L’initiation des femmes de l'Antiquité à la Franc-Maçonnerie

 L’initiation des femmes de l'Antiquité à la Franc-Maçonnerie  

Lucie Leforestier MdV Editeur, N°70,

Coll. Les symboles Maçonniques, 120 pages, 10,90 € (Version imprimée) - 6,49 € (Version numérique)

 

Parler de l’initiation des femmes sur une période aussi vaste peut relever du challenge. L’auteure s’en acquitte brillamment.

Lucie Leforestier adopte un plan clair des plus lisibles. Partant de l’Egypte ancienne, l’auteure traite de Babylone, de la Crète et de la Grèce ancienne, pour ensuite survoler l’Empire romain.

La transmission initiatique remonte aux communautés féminines égyptiennes et aux Initiées d'Isis.
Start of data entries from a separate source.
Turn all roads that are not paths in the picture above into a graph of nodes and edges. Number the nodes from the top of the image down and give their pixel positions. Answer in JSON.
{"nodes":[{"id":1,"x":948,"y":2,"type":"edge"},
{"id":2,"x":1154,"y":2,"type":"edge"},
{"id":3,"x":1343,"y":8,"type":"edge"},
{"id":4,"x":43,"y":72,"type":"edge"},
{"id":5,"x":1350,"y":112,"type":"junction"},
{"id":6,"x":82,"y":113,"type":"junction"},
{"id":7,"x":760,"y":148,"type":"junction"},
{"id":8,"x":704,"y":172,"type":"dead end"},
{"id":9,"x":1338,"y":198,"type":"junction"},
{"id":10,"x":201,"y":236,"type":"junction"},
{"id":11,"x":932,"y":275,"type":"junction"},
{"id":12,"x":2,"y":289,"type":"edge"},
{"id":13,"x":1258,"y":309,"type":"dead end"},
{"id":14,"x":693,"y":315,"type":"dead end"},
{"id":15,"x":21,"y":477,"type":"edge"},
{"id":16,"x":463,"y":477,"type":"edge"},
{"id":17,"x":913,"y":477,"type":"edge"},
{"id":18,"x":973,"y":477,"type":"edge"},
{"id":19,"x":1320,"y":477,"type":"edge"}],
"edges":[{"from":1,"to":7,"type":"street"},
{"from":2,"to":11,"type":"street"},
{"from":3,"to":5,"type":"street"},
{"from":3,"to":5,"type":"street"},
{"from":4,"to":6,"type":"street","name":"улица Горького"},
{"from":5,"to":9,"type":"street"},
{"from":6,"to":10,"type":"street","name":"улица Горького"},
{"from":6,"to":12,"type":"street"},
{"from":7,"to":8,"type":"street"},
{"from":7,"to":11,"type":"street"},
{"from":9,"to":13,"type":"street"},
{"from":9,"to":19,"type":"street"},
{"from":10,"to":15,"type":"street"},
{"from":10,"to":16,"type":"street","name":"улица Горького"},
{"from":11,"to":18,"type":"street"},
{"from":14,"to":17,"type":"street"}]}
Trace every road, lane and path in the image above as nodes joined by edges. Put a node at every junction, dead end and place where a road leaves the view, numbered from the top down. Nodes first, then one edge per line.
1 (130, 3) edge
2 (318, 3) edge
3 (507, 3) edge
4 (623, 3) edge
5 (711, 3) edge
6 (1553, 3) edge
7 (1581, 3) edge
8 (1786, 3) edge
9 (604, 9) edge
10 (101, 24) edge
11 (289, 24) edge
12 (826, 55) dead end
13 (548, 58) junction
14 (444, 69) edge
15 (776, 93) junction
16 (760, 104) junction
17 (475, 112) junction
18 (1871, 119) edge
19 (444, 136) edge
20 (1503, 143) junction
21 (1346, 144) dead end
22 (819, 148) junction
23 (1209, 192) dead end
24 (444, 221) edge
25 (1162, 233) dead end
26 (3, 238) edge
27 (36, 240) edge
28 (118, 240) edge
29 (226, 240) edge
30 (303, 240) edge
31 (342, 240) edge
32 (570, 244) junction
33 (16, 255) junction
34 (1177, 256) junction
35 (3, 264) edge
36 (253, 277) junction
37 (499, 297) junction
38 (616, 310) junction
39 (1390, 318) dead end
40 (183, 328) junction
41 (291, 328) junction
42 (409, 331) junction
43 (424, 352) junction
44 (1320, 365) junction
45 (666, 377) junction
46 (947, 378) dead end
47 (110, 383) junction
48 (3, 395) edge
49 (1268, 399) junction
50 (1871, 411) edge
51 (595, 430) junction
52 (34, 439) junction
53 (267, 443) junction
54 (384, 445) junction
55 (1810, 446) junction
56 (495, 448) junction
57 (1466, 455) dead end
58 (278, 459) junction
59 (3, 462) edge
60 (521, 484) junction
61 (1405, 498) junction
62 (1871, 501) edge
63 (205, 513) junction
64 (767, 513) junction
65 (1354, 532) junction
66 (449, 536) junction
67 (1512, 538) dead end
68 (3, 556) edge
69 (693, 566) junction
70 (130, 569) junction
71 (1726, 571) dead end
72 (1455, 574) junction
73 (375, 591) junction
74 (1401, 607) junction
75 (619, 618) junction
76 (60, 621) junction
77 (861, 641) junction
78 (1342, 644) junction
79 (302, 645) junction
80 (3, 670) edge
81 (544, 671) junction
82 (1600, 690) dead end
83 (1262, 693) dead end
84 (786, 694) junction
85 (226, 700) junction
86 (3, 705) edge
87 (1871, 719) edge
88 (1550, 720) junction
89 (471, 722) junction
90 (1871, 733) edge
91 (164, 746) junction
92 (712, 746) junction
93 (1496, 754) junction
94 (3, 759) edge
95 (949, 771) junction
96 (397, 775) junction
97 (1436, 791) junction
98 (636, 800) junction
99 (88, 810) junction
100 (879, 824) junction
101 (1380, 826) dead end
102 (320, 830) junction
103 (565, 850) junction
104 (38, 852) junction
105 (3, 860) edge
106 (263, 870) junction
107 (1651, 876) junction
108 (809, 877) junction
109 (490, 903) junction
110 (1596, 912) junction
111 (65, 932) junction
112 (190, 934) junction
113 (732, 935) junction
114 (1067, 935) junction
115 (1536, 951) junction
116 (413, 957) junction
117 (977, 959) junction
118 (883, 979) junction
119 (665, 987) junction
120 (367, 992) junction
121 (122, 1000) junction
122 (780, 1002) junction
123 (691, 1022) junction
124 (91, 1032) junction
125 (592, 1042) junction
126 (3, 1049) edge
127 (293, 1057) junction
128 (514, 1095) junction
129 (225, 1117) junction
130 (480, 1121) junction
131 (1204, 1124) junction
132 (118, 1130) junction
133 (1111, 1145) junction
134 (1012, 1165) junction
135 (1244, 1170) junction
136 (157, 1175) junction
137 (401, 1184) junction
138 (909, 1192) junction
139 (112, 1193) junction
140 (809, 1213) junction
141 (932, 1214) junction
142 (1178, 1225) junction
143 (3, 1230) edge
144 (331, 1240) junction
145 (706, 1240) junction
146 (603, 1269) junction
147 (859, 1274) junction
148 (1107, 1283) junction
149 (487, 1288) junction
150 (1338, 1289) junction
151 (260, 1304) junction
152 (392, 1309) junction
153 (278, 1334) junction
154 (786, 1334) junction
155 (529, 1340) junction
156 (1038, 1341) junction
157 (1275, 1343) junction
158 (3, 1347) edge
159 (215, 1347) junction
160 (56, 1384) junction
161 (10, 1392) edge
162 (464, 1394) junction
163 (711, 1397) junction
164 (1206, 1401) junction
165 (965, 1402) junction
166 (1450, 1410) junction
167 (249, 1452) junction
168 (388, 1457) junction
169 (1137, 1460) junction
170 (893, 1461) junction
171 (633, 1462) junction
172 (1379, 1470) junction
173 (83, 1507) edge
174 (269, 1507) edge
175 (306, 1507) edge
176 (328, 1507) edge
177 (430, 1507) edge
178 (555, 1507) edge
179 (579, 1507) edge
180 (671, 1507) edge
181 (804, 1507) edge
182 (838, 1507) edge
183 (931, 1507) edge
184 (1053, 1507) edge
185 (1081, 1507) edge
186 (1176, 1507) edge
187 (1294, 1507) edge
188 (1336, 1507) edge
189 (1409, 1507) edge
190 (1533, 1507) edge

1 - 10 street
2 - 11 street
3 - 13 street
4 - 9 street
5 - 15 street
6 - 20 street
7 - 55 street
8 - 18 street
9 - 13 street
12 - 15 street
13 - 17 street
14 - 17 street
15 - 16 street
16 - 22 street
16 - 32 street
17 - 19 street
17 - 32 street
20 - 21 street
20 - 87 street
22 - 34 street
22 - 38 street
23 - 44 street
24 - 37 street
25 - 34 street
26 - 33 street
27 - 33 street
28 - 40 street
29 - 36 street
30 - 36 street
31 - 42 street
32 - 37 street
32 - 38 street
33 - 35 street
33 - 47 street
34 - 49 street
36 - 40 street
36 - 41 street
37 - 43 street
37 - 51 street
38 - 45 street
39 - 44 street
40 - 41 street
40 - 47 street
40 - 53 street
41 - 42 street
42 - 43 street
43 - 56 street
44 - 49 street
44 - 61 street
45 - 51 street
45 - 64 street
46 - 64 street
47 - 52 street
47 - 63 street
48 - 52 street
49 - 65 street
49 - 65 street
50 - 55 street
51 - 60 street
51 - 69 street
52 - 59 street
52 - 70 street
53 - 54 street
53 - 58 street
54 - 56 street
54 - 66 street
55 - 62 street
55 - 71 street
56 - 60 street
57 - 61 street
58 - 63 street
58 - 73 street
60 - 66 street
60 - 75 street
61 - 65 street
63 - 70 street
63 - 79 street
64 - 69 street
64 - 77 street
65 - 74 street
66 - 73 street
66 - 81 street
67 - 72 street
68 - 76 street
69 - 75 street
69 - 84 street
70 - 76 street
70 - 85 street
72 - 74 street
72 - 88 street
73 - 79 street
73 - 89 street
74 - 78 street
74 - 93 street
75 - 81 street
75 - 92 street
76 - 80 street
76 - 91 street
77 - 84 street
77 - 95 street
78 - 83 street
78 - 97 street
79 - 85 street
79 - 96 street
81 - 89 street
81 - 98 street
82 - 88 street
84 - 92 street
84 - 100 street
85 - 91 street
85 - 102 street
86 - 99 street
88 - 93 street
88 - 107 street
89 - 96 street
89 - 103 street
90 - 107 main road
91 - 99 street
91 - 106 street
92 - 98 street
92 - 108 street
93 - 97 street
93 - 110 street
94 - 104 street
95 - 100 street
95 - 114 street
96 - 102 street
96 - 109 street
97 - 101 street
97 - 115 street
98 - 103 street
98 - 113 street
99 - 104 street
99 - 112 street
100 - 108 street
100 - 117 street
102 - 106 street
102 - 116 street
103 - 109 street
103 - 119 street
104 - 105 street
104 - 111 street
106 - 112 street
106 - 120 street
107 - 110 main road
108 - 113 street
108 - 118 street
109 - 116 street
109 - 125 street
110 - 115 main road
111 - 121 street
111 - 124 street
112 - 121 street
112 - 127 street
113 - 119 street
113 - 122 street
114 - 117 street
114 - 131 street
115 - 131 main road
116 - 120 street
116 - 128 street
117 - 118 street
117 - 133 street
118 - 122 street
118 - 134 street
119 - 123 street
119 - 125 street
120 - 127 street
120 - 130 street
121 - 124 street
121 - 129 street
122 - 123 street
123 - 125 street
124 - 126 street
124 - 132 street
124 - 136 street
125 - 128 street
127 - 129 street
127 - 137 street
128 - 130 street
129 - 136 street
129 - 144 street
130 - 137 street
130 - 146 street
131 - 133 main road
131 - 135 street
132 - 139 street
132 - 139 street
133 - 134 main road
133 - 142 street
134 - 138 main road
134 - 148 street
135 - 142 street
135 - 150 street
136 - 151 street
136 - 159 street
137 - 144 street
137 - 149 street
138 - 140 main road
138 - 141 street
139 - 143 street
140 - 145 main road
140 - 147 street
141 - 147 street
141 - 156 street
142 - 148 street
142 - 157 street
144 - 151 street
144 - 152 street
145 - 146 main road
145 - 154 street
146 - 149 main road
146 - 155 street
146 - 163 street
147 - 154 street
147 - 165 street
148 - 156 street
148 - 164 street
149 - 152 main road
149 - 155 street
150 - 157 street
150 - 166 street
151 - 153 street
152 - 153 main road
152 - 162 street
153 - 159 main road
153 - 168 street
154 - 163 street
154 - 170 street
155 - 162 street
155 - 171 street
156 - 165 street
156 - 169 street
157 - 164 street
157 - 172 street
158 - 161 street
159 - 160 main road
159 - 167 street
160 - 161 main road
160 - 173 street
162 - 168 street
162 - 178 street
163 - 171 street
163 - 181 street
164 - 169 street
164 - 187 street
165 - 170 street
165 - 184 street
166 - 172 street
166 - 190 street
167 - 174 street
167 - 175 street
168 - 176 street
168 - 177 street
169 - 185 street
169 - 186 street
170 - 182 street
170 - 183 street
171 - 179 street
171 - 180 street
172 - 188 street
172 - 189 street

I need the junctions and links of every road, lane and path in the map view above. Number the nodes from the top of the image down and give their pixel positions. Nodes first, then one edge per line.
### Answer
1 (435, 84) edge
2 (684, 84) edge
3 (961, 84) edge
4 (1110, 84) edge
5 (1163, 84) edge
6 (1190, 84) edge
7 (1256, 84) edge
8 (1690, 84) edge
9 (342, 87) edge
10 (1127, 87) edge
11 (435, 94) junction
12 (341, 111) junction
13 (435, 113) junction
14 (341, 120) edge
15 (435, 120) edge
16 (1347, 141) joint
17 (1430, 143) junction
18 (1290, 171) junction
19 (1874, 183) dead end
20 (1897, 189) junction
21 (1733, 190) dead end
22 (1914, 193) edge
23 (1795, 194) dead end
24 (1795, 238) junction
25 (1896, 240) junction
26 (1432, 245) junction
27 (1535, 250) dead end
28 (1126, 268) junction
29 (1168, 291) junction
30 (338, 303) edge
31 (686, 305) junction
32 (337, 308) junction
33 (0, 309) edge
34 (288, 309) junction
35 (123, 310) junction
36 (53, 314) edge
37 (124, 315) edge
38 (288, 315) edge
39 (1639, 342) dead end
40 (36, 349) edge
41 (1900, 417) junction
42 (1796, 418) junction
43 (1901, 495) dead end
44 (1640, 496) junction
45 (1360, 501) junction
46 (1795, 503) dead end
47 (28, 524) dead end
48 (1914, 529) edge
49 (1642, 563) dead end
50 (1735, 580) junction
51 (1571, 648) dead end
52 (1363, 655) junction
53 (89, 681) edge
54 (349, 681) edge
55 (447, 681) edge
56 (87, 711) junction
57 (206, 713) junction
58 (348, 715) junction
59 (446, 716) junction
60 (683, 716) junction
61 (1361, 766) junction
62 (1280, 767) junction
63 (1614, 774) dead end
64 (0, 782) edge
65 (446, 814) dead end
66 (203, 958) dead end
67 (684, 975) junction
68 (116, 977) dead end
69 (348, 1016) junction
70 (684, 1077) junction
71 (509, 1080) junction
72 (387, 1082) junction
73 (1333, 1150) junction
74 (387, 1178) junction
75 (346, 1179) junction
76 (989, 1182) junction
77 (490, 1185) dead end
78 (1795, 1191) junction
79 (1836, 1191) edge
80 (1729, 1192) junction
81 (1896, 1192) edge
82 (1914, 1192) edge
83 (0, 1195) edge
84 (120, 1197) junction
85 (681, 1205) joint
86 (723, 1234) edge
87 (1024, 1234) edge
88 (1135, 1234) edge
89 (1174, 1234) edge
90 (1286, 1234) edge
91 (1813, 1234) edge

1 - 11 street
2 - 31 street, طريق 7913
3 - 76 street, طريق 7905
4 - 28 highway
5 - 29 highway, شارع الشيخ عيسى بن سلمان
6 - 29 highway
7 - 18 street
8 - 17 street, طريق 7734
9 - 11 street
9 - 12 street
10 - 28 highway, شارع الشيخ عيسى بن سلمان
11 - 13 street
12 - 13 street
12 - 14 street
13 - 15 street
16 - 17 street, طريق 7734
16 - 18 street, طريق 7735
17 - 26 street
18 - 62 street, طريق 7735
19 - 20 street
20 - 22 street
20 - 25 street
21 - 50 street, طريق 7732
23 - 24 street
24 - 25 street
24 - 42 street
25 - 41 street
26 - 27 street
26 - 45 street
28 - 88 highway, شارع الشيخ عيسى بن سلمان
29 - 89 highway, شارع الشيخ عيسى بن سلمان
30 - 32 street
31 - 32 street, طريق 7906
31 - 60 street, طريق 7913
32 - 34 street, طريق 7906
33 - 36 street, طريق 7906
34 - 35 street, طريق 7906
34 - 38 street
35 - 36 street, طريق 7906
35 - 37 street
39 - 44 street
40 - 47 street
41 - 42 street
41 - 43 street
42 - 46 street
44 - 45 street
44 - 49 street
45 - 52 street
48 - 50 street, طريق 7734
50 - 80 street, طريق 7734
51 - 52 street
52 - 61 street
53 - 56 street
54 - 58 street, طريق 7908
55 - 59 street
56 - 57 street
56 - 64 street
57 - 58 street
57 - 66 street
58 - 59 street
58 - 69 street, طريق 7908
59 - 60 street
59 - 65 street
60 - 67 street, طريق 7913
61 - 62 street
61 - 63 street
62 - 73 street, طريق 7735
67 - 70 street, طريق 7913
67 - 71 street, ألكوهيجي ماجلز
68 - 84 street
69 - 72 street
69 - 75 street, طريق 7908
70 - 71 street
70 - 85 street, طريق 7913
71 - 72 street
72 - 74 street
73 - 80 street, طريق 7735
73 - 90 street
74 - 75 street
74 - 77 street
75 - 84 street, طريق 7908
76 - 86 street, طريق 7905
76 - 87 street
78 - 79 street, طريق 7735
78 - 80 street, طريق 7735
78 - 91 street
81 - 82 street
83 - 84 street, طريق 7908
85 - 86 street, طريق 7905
Les Grecs et les Romains perpétuent cette lignée avec les servantes d’Artémis (procession, immersion d'une idole, banquet sacré, etc.). Puis les Vestales, instituées par Numa, le collège des vestales était constitué de quatre puis six et peut-être sept prêtresses qui étaient recrutées parmi les jeunes filles des plus anciennes familles de Rome, pour entretenir le feu sacré de la déesse Vesta, déesse vierge du foyer du peuple romain et, par extension, de la maison et de la famille dans la religion romaine. Quant aux Bacchantes, elles étaient des femmes qui célébraient les mystères de Dionysos-Bacchus. Les premières qui portèrent ce nom furent les nymphes nourrices de Bacchus qui le suivirent à la conquête des Indes. Mais cette Tradition initiatique du Feu et de l'Eau, du pouvoir féminin, s'est perpétuée aussi chez les Celtes. 

Ensuite, citant Angélus Silésius, elle n’hésite pas à aborder le mystère marial, les chanoinesses de Remiremont, communauté séculière et féodale, réservée aux jeunes filles de la haute noblesse qui, pour y être admises, doivent faire la preuve de huit quartiers de noblesse. Le Chapitre de Remiremont dépend directement de l'Empereur pour le temporel (la Mère abbesse possède le titre de Princesse d'Empire) et du Pape pour le spirituel. Chaque lundi de Pentecôte, les paroisses voisines rendaient hommage à ce chapitre au cours d'une cérémonie appelée Kyrioles.

Et de nous dresser aussi le portrait passionnant de grandes figures telles que Herrade de Landsberg (1125/1730-1195) abbesse, poète et encyclopédiste, et de Hildegarde de Bingen (1098-1179) religieuse bénédictine mystique, compositrice et femme de lettres.  

Enfin, Lucie Leforestier, aborde la maçonnerie féminine par le prisme de celle dite d’adoption. Maçonnerie codifiée par le GODF en 1774, soit un an après sa création. Toutefois, l’Epître aux dames, parue en 1763 et fixée en 1785, précise la condition réservée à nos sœurs.

Depuis plus de 25 ans, Lucie Leforestier travaille sur l'importance de l'initiation féminine et son enseignement au travers des différentes traditions.